Over the years, the rebel Democrat developed an image of penny-pinching populism that played well with his home-state voters.

But even as he condemned Pentagon officials for cost-overruns, he remained tireless in his defense of milk price supports, criticized by others as symbolic of government largess run amok. Milk supports were a big issue in Wisconsin.

The son of a wealthy physician in Lake Forest, Ill., Proxmire graduated from Yale University and Harvard Business School.

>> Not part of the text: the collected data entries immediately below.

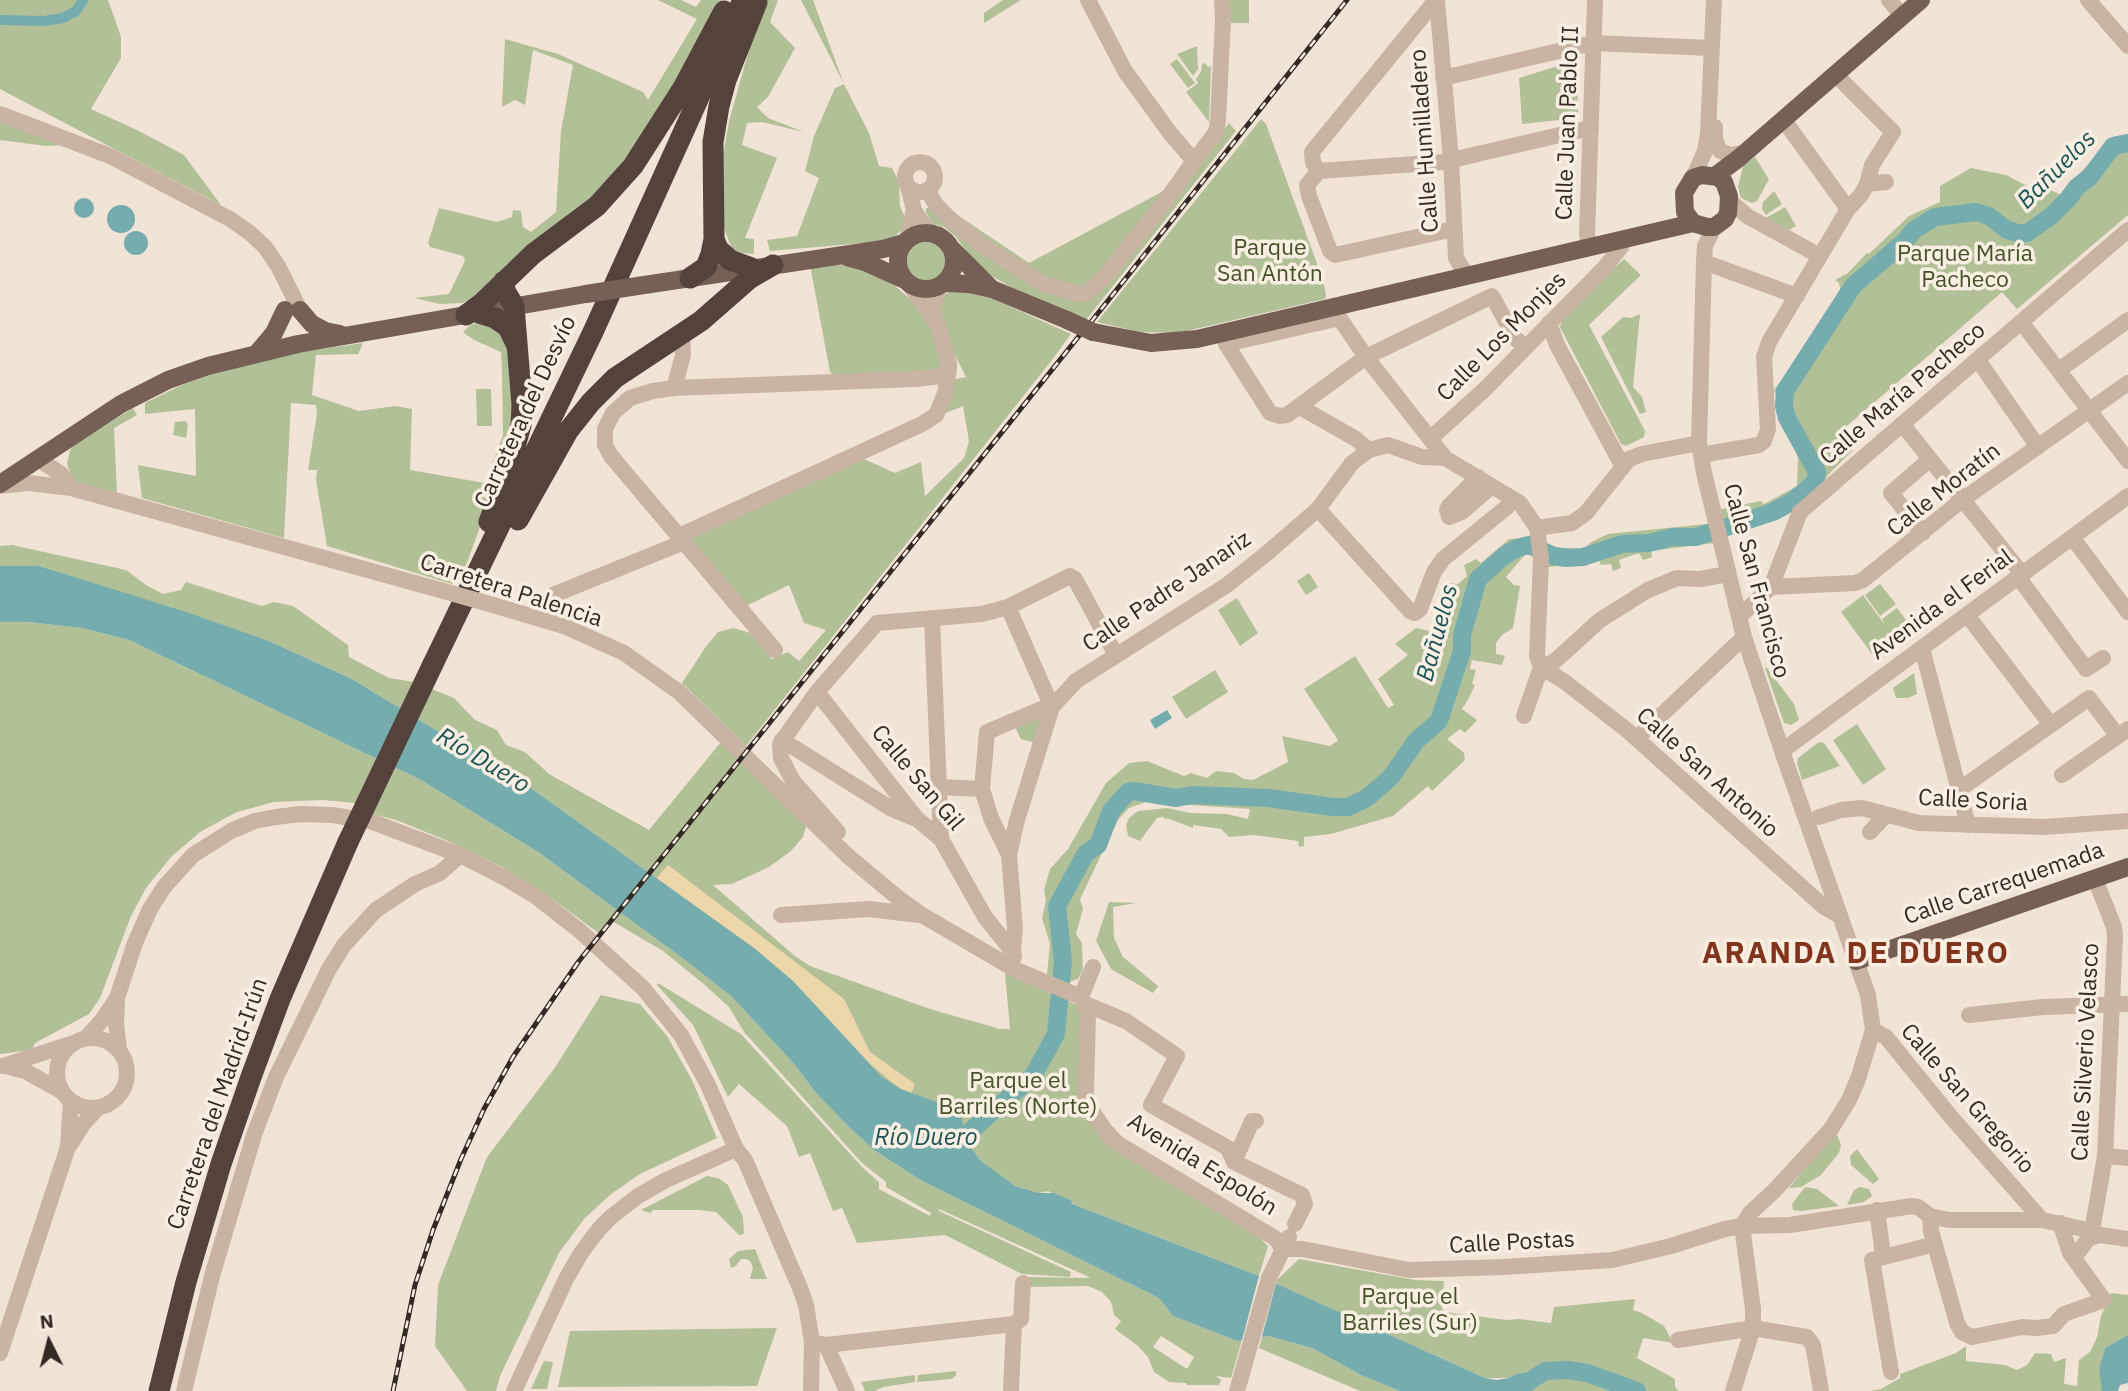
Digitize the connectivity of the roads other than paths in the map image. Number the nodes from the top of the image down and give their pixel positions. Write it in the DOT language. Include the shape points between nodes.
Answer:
graph roads {
  1 [pos="729,0"];
  2 [pos="743,0"];
  3 [pos="757,0"];
  4 [pos="1088,0"];
  5 [pos="1222,0"];
  6 [pos="1436,0"];
  7 [pos="1595,0"];
  8 [pos="1714,0"];
  9 [pos="1889,0"];
  10 [pos="1922,0"];
  11 [pos="2088,0"];
  12 [pos="1902,16"];
  13 [pos="1593,43"];
  14 [pos="2128,46"];
  15 [pos="1711,48"];
  16 [pos="1835,74"];
  17 [pos="1443,78"];
  18 [pos="1710,107"];
  19 [pos="0,114"];
  20 [pos="1783,119"];
  21 [pos="1590,128"];
  22 [pos="1741,156"];
  23 [pos="1451,160"];
  24 [pos="1194,161"];
  25 [pos="1319,171"];
  26 [pos="1706,176"];
  27 [pos="1886,182"];
  28 [pos="1867,184"];
  29 [pos="917,196"];
  30 [pos="1729,197"];
  31 [pos="1848,209"];
  32 [pos="1747,216"];
  33 [pos="1703,221"];
  34 [pos="1454,229"];
  35 [pos="2128,230"];
  36 [pos="933,234"];
  37 [pos="714,239"];
  38 [pos="1620,240"];
  39 [pos="905,242"];
  40 [pos="1596,246"];
  41 [pos="951,248"];
  42 [pos="1704,254"];
  43 [pos="834,256"];
  44 [pos="1820,256"];
  45 [pos="763,266"];
  46 [pos="1605,267"];
  47 [pos="1467,276"];
  48 [pos="690,278"];
  49 [pos="504,281"];
  50 [pos="906,282"];
  51 [pos="942,285"];
  52 [pos="992,289"];
  53 [pos="1797,296"];
  54 [pos="514,306"];
  55 [pos="292,310"];
  56 [pos="1337,313"];
  57 [pos="472,314"];
  58 [pos="935,320"];
  59 [pos="2128,320"];
  60 [pos="1549,323"];
  61 [pos="2022,323"];
  62 [pos="682,334"];
  63 [pos="347,335"];
  64 [pos="298,344"];
  65 [pos="1525,347"];
  66 [pos="518,348"];
  67 [pos="257,353"];
  68 [pos="1366,357"];
  69 [pos="1978,360"];
  70 [pos="949,369"];
  71 [pos="2059,370"];
  72 [pos="2128,383"];
  73 [pos="674,388"];
  74 [pos="1300,407"];
  75 [pos="2089,411"];
  76 [pos="1902,424"];
  77 [pos="1431,438"];
  78 [pos="65,441"];
  79 [pos="2038,447"];
  80 [pos="1700,449"];
  81 [pos="1369,450"];
  82 [pos="1445,458"];
  83 [pos="38,459"];
  84 [pos="1929,460"];
  85 [pos="2128,461"];
  86 [pos="1623,467"];
  87 [pos="56,479"];
  88 [pos="0,485"];
  89 [pos="2128,496"];
  90 [pos="1512,498"];
  91 [pos="1962,500"];
  92 [pos="1318,509"];
  93 [pos="1537,528"];
  94 [pos="1923,533"];
  95 [pos="2072,537"];
  96 [pos="682,539"];
  97 [pos="1728,574"];
  98 [pos="2021,577"];
  99 [pos="1771,587"];
  100 [pos="554,595"];
  101 [pos="464,604"];
  102 [pos="1008,607"];
  103 [pos="2128,612"];
  104 [pos="1967,615"];
  105 [pos="1739,617"];
  106 [pos="932,618"];
  107 [pos="1744,637"];
  108 [pos="1922,648"];
  109 [pos="775,650"];
  110 [pos="1116,655"];
  111 [pos="2103,658"];
  112 [pos="1541,667"];
  113 [pos="817,692"];
  114 [pos="1052,707"];
  115 [pos="1524,716"];
  116 [pos="2050,724"];
  117 [pos="2122,732"];
  118 [pos="1637,738"];
  119 [pos="782,740"];
  120 [pos="1782,751"];
  121 [pos="2062,775"];
  122 [pos="939,787"];
  123 [pos="982,789"];
  124 [pos="1960,789"];
  125 [pos="1886,816"];
  126 [pos="1819,817"];
  127 [pos="917,819"];
  128 [pos="2128,821"];
  129 [pos="1968,825"];
  130 [pos="1870,832"];
  131 [pos="942,839"];
  132 [pos="348,842"];
  133 [pos="460,855"];
  134 [pos="1009,855"];
  135 [pos="851,859"];
  136 [pos="2128,867"];
  137 [pos="2095,878"];
  138 [pos="780,915"];
  139 [pos="922,915"];
  140 [pos="1840,916"];
  141 [pos="1013,952"];
  142 [pos="1856,961"];
  143 [pos="1093,967"];
  144 [pos="1016,970"];
  145 [pos="117,998"];
  146 [pos="1079,998"];
  147 [pos="2120,1004"];
  148 [pos="1969,1015"];
  149 [pos="1873,1030"];
  150 [pos="79,1040"];
  151 [pos="119,1050"];
  152 [pos="1,1065"];
  153 [pos="66,1096"];
  154 [pos="99,1108"];
  155 [pos="1256,1121"];
  156 [pos="68,1147"];
  157 [pos="736,1149"];
  158 [pos="2105,1156"];
  159 [pos="2128,1158"];
  160 [pos="1234,1163"];
  161 [pos="2026,1200"];
  162 [pos="1877,1210"];
  163 [pos="1924,1211"];
  164 [pos="2020,1220"];
  165 [pos="2042,1220"];
  166 [pos="2066,1225"];
  167 [pos="1742,1226"];
  168 [pos="2096,1233"];
  169 [pos="2128,1239"];
  170 [pos="1287,1241"];
  171 [pos="1935,1244"];
  172 [pos="1883,1255"];
  173 [pos="2076,1258"];
  174 [pos="1023,1283"];
  175 [pos="1014,1324"];
  176 [pos="1753,1328"];
  177 [pos="1678,1340"];
  178 [pos="819,1344"];
  179 [pos="0,1353"];
  180 [pos="1891,1372"];
  181 [pos="1238,1386"];
  182 [pos="159,1391"];
  183 [pos="184,1391"];
  184 [pos="514,1391"];
  185 [pos="800,1391"];
  186 [pos="810,1391"];
  187 [pos="847,1391"];
  188 [pos="1011,1391"];
  189 [pos="1733,1391"];
  190 [pos="1821,1391"];
  1 -- 49 [label="highway" via="683,88 633,166 597,205"];
  2 -- 101 [label="highway, Carretera del Desvío"];
  3 -- 37 [label="highway" via="719,106 713,154"];
  4 -- 24 [label="street" via="1125,71"];
  5 -- 24 [label="street" via="1216,132"];
  6 -- 17 [label="street, Calle Humilladero"];
  6 -- 25 [label="street" via="1312,152"];
  7 -- 13 [label="street, Calle Juan Pablo II"];
  8 -- 15 [label="street"];
  9 -- 12 [label="street"];
  10 -- 12 [label="main road"];
  11 -- 14 [label="street"];
  12 -- 16 [label="main road"];
  13 -- 15 [label="street"];
  13 -- 17 [label="street"];
  13 -- 21 [label="street, Calle Juan Pablo II"];
  15 -- 18 [label="street"];
  16 -- 20 [label="main road"];
  16 -- 28 [label="street" via="1894,132 1872,165"];
  17 -- 23 [label="street, Calle Humilladero"];
  18 -- 22 [label="street" via="1720,151"];
  18 -- 26 [label="street"];
  19 -- 55 [label="street" via="110,156 230,219 265,247 283,276"];
  20 -- 22 [label="main road"];
  20 -- 31 [label="street"];
  21 -- 23 [label="street"];
  21 -- 40 [label="street, Calle Juan Pablo II" via="1587,235"];
  22 -- 26 [label="main road"];
  22 -- 30 [label="main road"];
  23 -- 25 [label="street"];
  23 -- 34 [label="street, Calle Humilladero"];
  24 -- 29 [label="street" via="1103,279 1087,293 1042,283"];
  25 -- 34 [label="street" via="1307,190 1335,255"];
  26 -- 30 [label="main road" via="1724,182"];
  26 -- 33 [label="main road" via="1684,193"];
  27 -- 28 [label="street"];
  28 -- 31 [label="street"];
  29 -- 36 [label="street" via="921,221"];
  29 -- 39 [label="street"];
  30 -- 32 [label="street"];
  30 -- 33 [label="main road" via="1728,213"];
  31 -- 44 [label="street"];
  32 -- 33 [label="street"];
  32 -- 44 [label="street"];
  33 -- 38 [label="main road" via="1679,218 1668,228"];
  33 -- 42 [label="street, Calle San Francisco"];
  34 -- 47 [label="street, Calle Humilladero" via="1456,258"];
  35 -- 61 [label="street, Calle María Pacheco"];
  36 -- 39 [label="main road" via="918,234"];
  36 -- 41 [label="main road"];
  37 -- 45 [label="highway" via="730,260"];
  37 -- 48 [label="highway" via="706,267"];
  38 -- 40 [label="main road"];
  38 -- 46 [label="street, Calle Los Monjes"];
  39 -- 43 [label="main road"];
  39 -- 50 [label="main road" via="898,266"];
  40 -- 46 [label="street" via="1605,257"];
  40 -- 47 [label="main road"];
  41 -- 51 [label="main road" via="954,267"];
  41 -- 52 [label="main road"];
  42 -- 53 [label="street"];
  42 -- 80 [label="street, Calle San Francisco"];
  43 -- 45 [label="main road"];
  43 -- 50 [label="main road" via="865,262"];
  44 -- 53 [label="street"];
  45 -- 48 [label="main road"];
  45 -- 62 [label="highway"];
  46 -- 60 [label="street, Calle Los Monjes"];
  47 -- 56 [label="main road" via="1354,296"];
  48 -- 54 [label="main road, bridge"];
  49 -- 54 [label="highway"];
  49 -- 57 [label="highway"];
  50 -- 51 [label="main road" via="923,289"];
  50 -- 58 [label="street"];
  51 -- 52 [label="main road"];
  51 -- 58 [label="street" via="933,310"];
  52 -- 56 [label="main road, bridge" via="1093,332 1151,343"];
  53 -- 80 [label="street" via="1764,357 1765,441"];
  54 -- 57 [label="main road"];
  54 -- 66 [label="highway"];
  55 -- 63 [label="main road" via="325,331"];
  55 -- 64 [label="main road" via="303,323"];
  55 -- 67 [label="main road"];
  56 -- 68 [label="street"];
  56 -- 74 [label="street" via="1226,344 1270,413 1287,415"];
  57 -- 63 [label="main road"];
  57 -- 66 [label="highway" via="495,318 508,327"];
  58 -- 70 [label="street"];
  59 -- 71 [label="street"];
  60 -- 65 [label="street, Calle Los Monjes"];
  60 -- 86 [label="street"];
  61 -- 69 [label="street, Calle María Pacheco"];
  61 -- 71 [label="street"];
  62 -- 73 [label="street" via="683,355"];
  62 -- 101 [label="highway" via="615,378 591,402 568,431 496,559"];
  63 -- 64 [label="main road"];
  64 -- 67 [label="main road"];
  65 -- 68 [label="street" via="1515,338 1492,296"];
  65 -- 77 [label="street, Calle Los Monjes"];
  66 -- 101 [label="highway" via="521,425"];
  67 -- 78 [label="main road" via="168,380"];
  68 -- 74 [label="street"];
  68 -- 77 [label="street"];
  69 -- 76 [label="street, Calle María Pacheco"];
  69 -- 79 [label="street"];
  70 -- 73 [label="street" via="940,376 916,379"];
  70 -- 96 [label="street" via="936,415 922,424"];
  71 -- 75 [label="street"];
  72 -- 75 [label="street, Calle Moratín"];
  73 -- 96 [label="street" via="629,398 613,413 605,429 605,445"];
  74 -- 81 [label="street"];
  75 -- 79 [label="street, Calle Moratín"];
  75 -- 85 [label="street"];
  76 -- 84 [label="street"];
  76 -- 99 [label="street, Calle María Pacheco" via="1800,512"];
  77 -- 82 [label="street"];
  78 -- 83 [label="main road"];
  78 -- 87 [label="street"];
  79 -- 91 [label="street, Calle Moratín"];
  80 -- 86 [label="street" via="1642,454"];
  80 -- 97 [label="street, Calle San Francisco"];
  81 -- 82 [label="street" via="1388,445 1422,457"];
  81 -- 92 [label="street, Calle Padre Janariz" via="1352,463"];
  82 -- 90 [label="street"];
  83 -- 87 [label="street"];
  83 -- 88 [label="main road"];
  84 -- 91 [label="street"];
  84 -- 94 [label="street" via="1891,493"];
  86 -- 93 [label="street" via="1586,513 1572,523"];
  87 -- 88 [label="street, Carretera Palencia"];
  87 -- 135 [label="street, Carretera Palencia, bridge" via="71,488 564,626 624,653 679,692"];
  89 -- 95 [label="street, Avenida el Ferial"];
  90 -- 92 [label="street" via="1443,559 1415,613"];
  90 -- 93 [label="street"];
  91 -- 94 [label="street, Calle Moratín"];
  91 -- 98 [label="street"];
  92 -- 110 [label="street, Calle Padre Janariz" via="1227,585"];
  93 -- 112 [label="street" via="1541,559 1537,656"];
  94 -- 99 [label="street, Calle Moratín" via="1855,583"];
  95 -- 98 [label="street, Avenida el Ferial"];
  95 -- 103 [label="street"];
  96 -- 100 [label="street"];
  96 -- 109 [label="street"];
  97 -- 105 [label="street, Calle San Francisco"];
  97 -- 112 [label="street" via="1678,578 1648,590 1600,620 1555,661"];
  98 -- 104 [label="street, Avenida el Ferial"];
  98 -- 111 [label="street" via="2086,669"];
  99 -- 105 [label="street"];
  101 -- 132 [label="highway, Carretera del Desvío, bridge"];
  102 -- 106 [label="street"];
  102 -- 110 [label="street" via="1068,577 1075,579"];
  102 -- 114 [label="street"];
  104 -- 108 [label="street, Avenida el Ferial"];
  104 -- 116 [label="street"];
  105 -- 107 [label="street, Calle San Francisco"];
  106 -- 113 [label="street" via="878,622"];
  106 -- 122 [label="street"];
  107 -- 118 [label="street"];
  107 -- 120 [label="street, Calle San Francisco"];
  108 -- 120 [label="street, Avenida el Ferial"];
  108 -- 124 [label="street"];
  110 -- 114 [label="street, Calle Padre Janariz" via="1076,681"];
  112 -- 115 [label="street"];
  112 -- 118 [label="street, Calle San Antonio"];
  113 -- 119 [label="street"];
  113 -- 127 [label="street, Calle San Gil"];
  114 -- 123 [label="street" via="987,732"];
  114 -- 134 [label="street"];
  116 -- 117 [label="street" via="2089,698"];
  116 -- 124 [label="street"];
  117 -- 121 [label="street"];
  118 -- 140 [label="street, Calle San Antonio" via="1823,906"];
  119 -- 127 [label="street" via="890,808"];
  119 -- 135 [label="street" via="780,757 786,771 848,843"];
  120 -- 140 [label="street, Calle San Francisco"];
  122 -- 123 [label="street"];
  122 -- 131 [label="street"];
  123 -- 134 [label="street"];
  124 -- 129 [label="street"];
  125 -- 126 [label="street, Calle Soria" via="1861,808"];
  125 -- 129 [label="street, Calle Soria"];
  125 -- 130 [label="street"];
  127 -- 131 [label="street, Calle San Gil"];
  128 -- 129 [label="street, Calle Soria" via="2044,827"];
  131 -- 141 [label="street, Calle San Gil" via="985,917"];
  132 -- 182 [label="highway, Carretera del Madrid-Irún" via="280,999 221,1164"];
  133 -- 145 [label="street" via="370,821 332,815 276,817 231,831 193,855 164,887 135,943"];
  133 -- 157 [label="street" via="535,896 643,988 694,1058"];
  133 -- 183 [label="street" via="440,873 376,910 344,945 318,989 254,1135"];
  134 -- 141 [label="street"];
  135 -- 139 [label="street, Carretera Palencia"];
  136 -- 137 [label="main road, Calle Carrequemada"];
  137 -- 142 [label="main road, Calle Carrequemada"];
  137 -- 147 [label="street, Calle Silverio Velasco" via="2115,931"];
  138 -- 139 [label="street" via="869,909"];
  139 -- 144 [label="street, Carretera Palencia"];
  140 -- 142 [label="street, Calle San Francisco"];
  141 -- 144 [label="street, Calle San Gil"];
  142 -- 149 [label="street, Calle San Francisco" via="1868,995"];
  143 -- 146 [label="street"];
  144 -- 146 [label="street, Carretera Palencia"];
  145 -- 150 [label="street" via="103,1019"];
  145 -- 151 [label="street"];
  146 -- 160 [label="street, Carretera Palencia" via="1126,1021 1177,1056 1151,1105 1228,1148"];
  146 -- 170 [label="street, Avenida Espolón" via="1088,1012 1086,1094 1104,1129 1117,1143"];
  147 -- 148 [label="street"];
  147 -- 158 [label="street, Calle Silverio Velasco"];
  149 -- 161 [label="street, Calle San Gregorio" via="1886,1037"];
  149 -- 167 [label="street" via="1852,1093 1831,1129"];
  150 -- 151 [label="street" via="104,1040"];
  150 -- 152 [label="street"];
  150 -- 153 [label="street" via="63,1052 57,1065 57,1078"];
  151 -- 154 [label="street" via="127,1068 126,1081 116,1098"];
  152 -- 153 [label="street" via="25,1071"];
  153 -- 154 [label="street" via="84,1107"];
  153 -- 156 [label="street"];
  154 -- 156 [label="street"];
  155 -- 160 [label="street" via="1252,1121"];
  156 -- 179 [label="street"];
  157 -- 178 [label="street" via="751,1171"];
  157 -- 184 [label="street" via="638,1196 599,1229 566,1279"];
  157 -- 185 [label="street" via="737,1165 796,1308 802,1357"];
  158 -- 159 [label="street"];
  158 -- 168 [label="street, Calle Silverio Velasco"];
  160 -- 170 [label="street" via="1302,1195 1305,1204"];
  161 -- 164 [label="street, Calle San Gregorio"];
  161 -- 165 [label="street, Calle San Gregorio"];
  162 -- 163 [label="street, Calle Postas"];
  162 -- 167 [label="street, Calle Postas" via="1790,1225"];
  162 -- 172 [label="street"];
  163 -- 164 [label="street, Calle Postas" via="1949,1220"];
  163 -- 171 [label="street"];
  164 -- 165 [label="street, Calle Postas"];
  165 -- 166 [label="street, Calle Postas"];
  166 -- 168 [label="street, Calle Postas"];
  166 -- 173 [label="street" via="2070,1253"];
  167 -- 170 [label="street, Calle Postas" via="1612,1260 1504,1267 1409,1270 1303,1250"];
  167 -- 176 [label="street"];
  168 -- 169 [label="street, Calle Postas"];
  168 -- 173 [label="street"];
  170 -- 181 [label="street" via="1269,1278"];
  171 -- 172 [label="street"];
  171 -- 173 [label="street" via="1957,1323 1962,1332 1976,1337 2053,1326 2064,1314 2104,1300"];
  172 -- 180 [label="street" via="1872,1263"];
  174 -- 175 [label="street" via="1021,1319"];
  175 -- 178 [label="street"];
  175 -- 188 [label="street"];
  176 -- 177 [label="street"];
  176 -- 189 [label="street"];
  176 -- 190 [label="street" via="1800,1334 1811,1340"];
  178 -- 186 [label="street"];
  178 -- 187 [label="street"];
}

He served with military intelligence in World War II and later moved to Wisconsin to begin a career in politics, after briefly working as a reporter for The Capital Times in Madison, Wis.

After three unsuccessful attempts at winning the governorship, Proxmire won McCarthy's vacant seat.

Soon he carved out a reputation as a senator with an independent streak, introducing amendments without consulting the party heads, filibustering, and even criticizing the dictates of then-Majority Leader Lyndon B. Johnson.

In more than two decades, Proxmire did not travel abroad on Senate business and he returned more than $900,000 from his office allowances to the Treasury.

He repeatedly sparked his colleagues' ire by opposing salary increases, fighting against such Senate "perks" as a new gym in the Hart office building and keeping the Senate open all night long - at a cost of thousands of dollars - so he alone could argue against increasing the national debt limit.


Even so, his reputation was that of a workaholic and even his strongest critics found him to be one of the chamber's most disciplined, intelligent and persistent members.

He held the longest unbroken record in the history of the Senate for roll call votes.

Proxmire said his biggest mistake in Congress was his early support for the Vietnam War, a position he reversed in 1967.

Proxmire groomed his physical prowess as well as political. He kept in shape with rigorous exercise, ran several miles to work each day, and wrote a book about keeping fit. He even got a facelift and a hair transplant.

Although he was generally considered a liberal Democrat when he began his political career, Proxmire later said he found such labels useless. He opposed abortion and school busing.

As Proxmire increased in seniority, he became less of a budget nitpicker and more of an effective legislator. He served for six years as head of the Senate Banking Committee, where he first opposed, and then backed, the federal bailout for New York City.

He also focused on consumer legislation, pushed a "truth in lending law" through Congress to protect borrowers and attempted to get the Federal Reserve System open to public scrutiny.

Proxmire is survived by his wife, Ellen Proxmire of Washington, D.C.; sons Douglas Proxmire of McLean, Va. and Theodore Proxmire of Chevy Chase, Md.; a daughter, Cici Zwerner of Scottsdale, Ariz.; and stepdaughters Jan Cathy Licht, of Naperville, Ill., and Mary Ellen Poulos of Shorewood, Wis.